L'établissement du village

Le futur village de Headville

Chose certaine, tous les vétérans de Meuron formaient une société tricotée serrée. On retrouve d'ailleurs leurs noms à tous les actes de baptême et de mariage. Il sont de toutes les fêtes avec leurs épouses et enfants. Des anciens du régiment viennent visiter leurs camarades à l'occasion donnant probablement lieu à d'autres réjouissances. Ces derniers apportent des nouvelles des connaissances et les soirées autour du feu sont propices à l'évocation de souvenirs des vieux pays, de l'île de Malte ou de la traversée de l'océan Atlantique. Autant de belles histoires disparues à jamais.

Ce va-et-vient entre Yamaska et le canton de Grantham, ces naissances, ces mariages et finalement l'arrivée des premières familles de Canadiens français font pression sur la construction du chemin Yamaska. Les pionniers avaient probablement déjà abattu plusieurs arbres et tracé un premier sentier. Celui-ci est définitivement converti en route plus ou moins carrossable vers 1824 selon le notaire Saint-Amant. Une autre route, le chemin Saint-Hyacinthe, sera dégagée peu à peu dans le rang 7, perpendiculaire au chemin Yamaska. Et c'est là, à l'intersection de ces deux routes, que le premier village, nommé plus tard Headville par les habitants d'origine britannique, prend forme.

Le recensement du canton de Grantham de 1831 nous révèle la présence de nombreuses familles canadiennes-françaises sur les rangs entourant Headville. Dans le rang 6, mentionnons les Caya et Langevin. Dans le rang 7, plusieurs lots sont occupés par des Canadiens français aux patronymes Bougeot dit Lespérance, Cotard, Côté, Delair, Dubois, Dugal, Fortier, Guimont, Hamel, Houle, Jubinville, Raymond, Vever dit Périgord et Vincent. Le rang 8 est ouvert par les familles Boisclair, Corriveau, Gauthier, Guimont, Lafond, Lespérance, Monette et Pinard. On retrouve même des Lavoie dans le rang 9.
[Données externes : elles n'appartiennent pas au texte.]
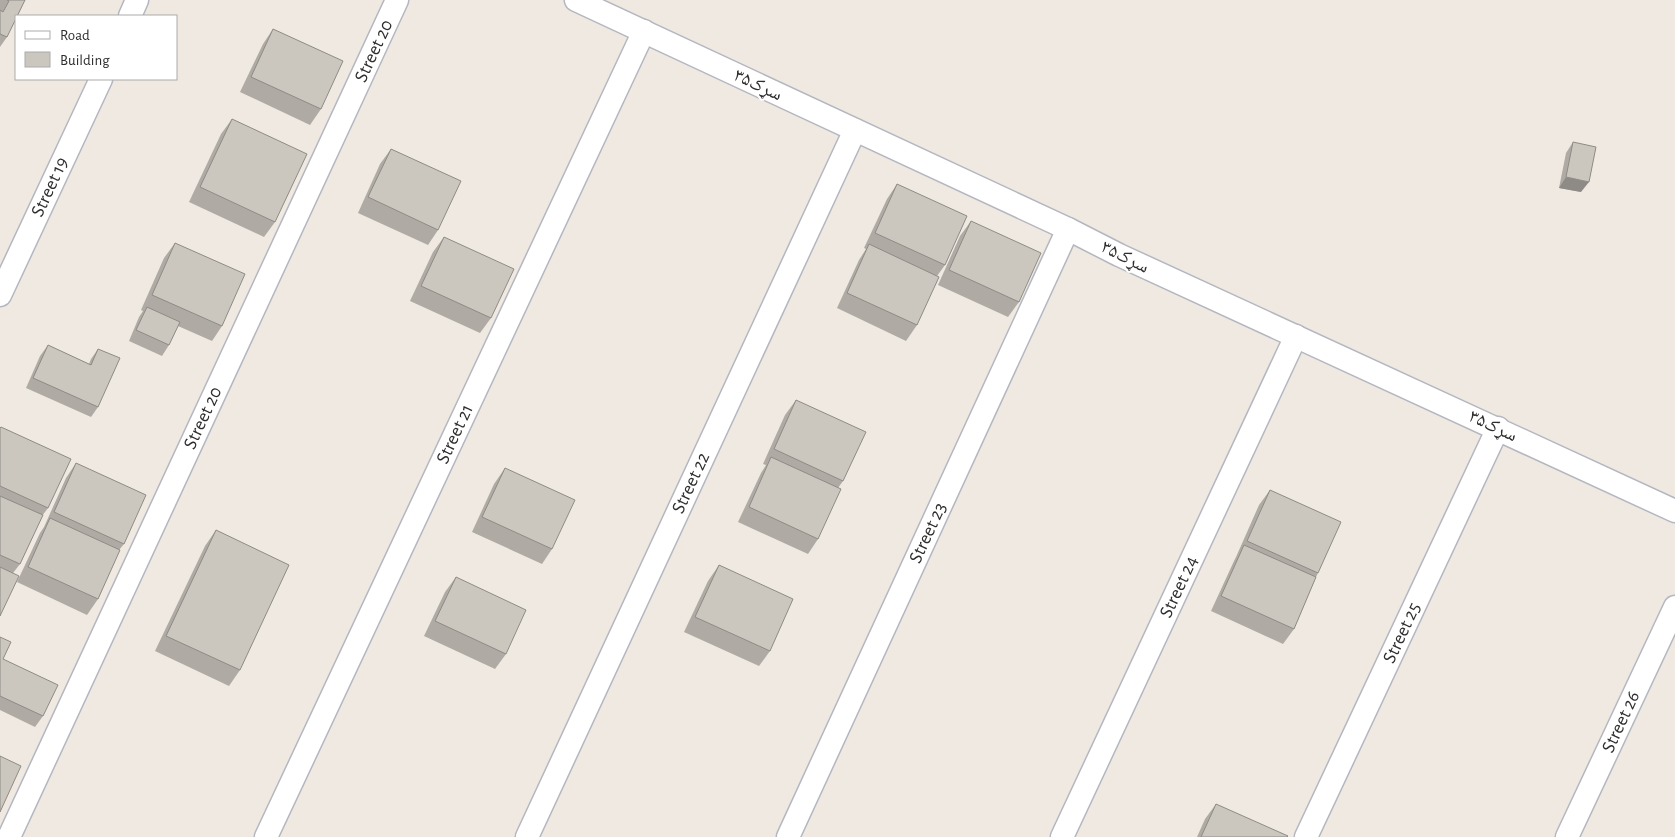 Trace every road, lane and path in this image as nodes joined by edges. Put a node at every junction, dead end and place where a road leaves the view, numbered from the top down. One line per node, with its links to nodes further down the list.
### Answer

En 1834, une sécheresse frappe toute la vallée de la rivière Saint-François ralentissant l'afflux de nouveaux colons. Puis un notaire du nom de Mathias-Dominique Meunier-Lapierre s'installe. Un Irlandais du nom de Patrick Dore et parlant gaélique achète une terre dans le rang 8 vers 1840.

Les recensements du canton de Grantham de 1842 et 1851 ayant disparus, il nous faut se rabattre sur les rôles d'évaluation du canton de Grantham pour avoir une idée du développement du village. Sur le rôle d'évaluation de Grantham de 1849, presque tous les lots des rang 6, 7 et 8 sont occupés. Il y a encore, bien sûr, plusieurs noms de consonnance anglaise mais également plusieurs nouveaux patronymes canadiens-français. Sur le rang 6, mentionnons Blanchet, Clair-Houde, Duplessis, Janelle, Rivard et Robidas. Sur le rang 7, il faut ajouter les patronymes Barnabé, Boisvert, Cusson, Fleury, Gilbert, Hamel, Jutras, Saint-Cyr, Lahaie, Martel, Mélançon et Senville. Et enfin sur le rang 8, les patronymes suivants se sont ajoutés : Joyal, Lafleur, Larammé, Marcotte, Mathieu, Saint-Pierre et Sicard. Et le rang 9 continue sa progression avec des familles Arrel, Champagne, Carpentier et Parent. Soulignons également que 12 lots sont possédés par la fameuse British American Land Company sur le rang 5 et un très grand nombre de lots possédés par Sir James Stuart dans les rangs 9, 10, 11, 12 et 13.
 

Pétitions et contre-pétitions pour la chapelle

En 1849 toujours, le curé de Drummondville, l'abbé Joseph-Hercule Dorion, un peu désespéré de ses paroissiens de la ville, propose carrément à Monseigneur Cooke de transporter la paroisse Saint-Frédéric dans le rang 7 de Grantham, soit en plein centre du canton. Monseigneur a alors convenu qu'effectivement la perte de l'emplacement de Drummondville ne sera pas une grande perte. Ce jour là, le futur village de Headville est venu à un cheveu de se nommer Saint-Frédéric. Ce fait étonnant nous est rapporté par Marie-Paule LaBrèque dans un article intitulé « La Dîme dans Saint-Frédéric de Drummondville au temps des missionnaires » publié par la Société d'histoire régionale de Nicolet en mars 1982 dans Les Cahiers nicolétains.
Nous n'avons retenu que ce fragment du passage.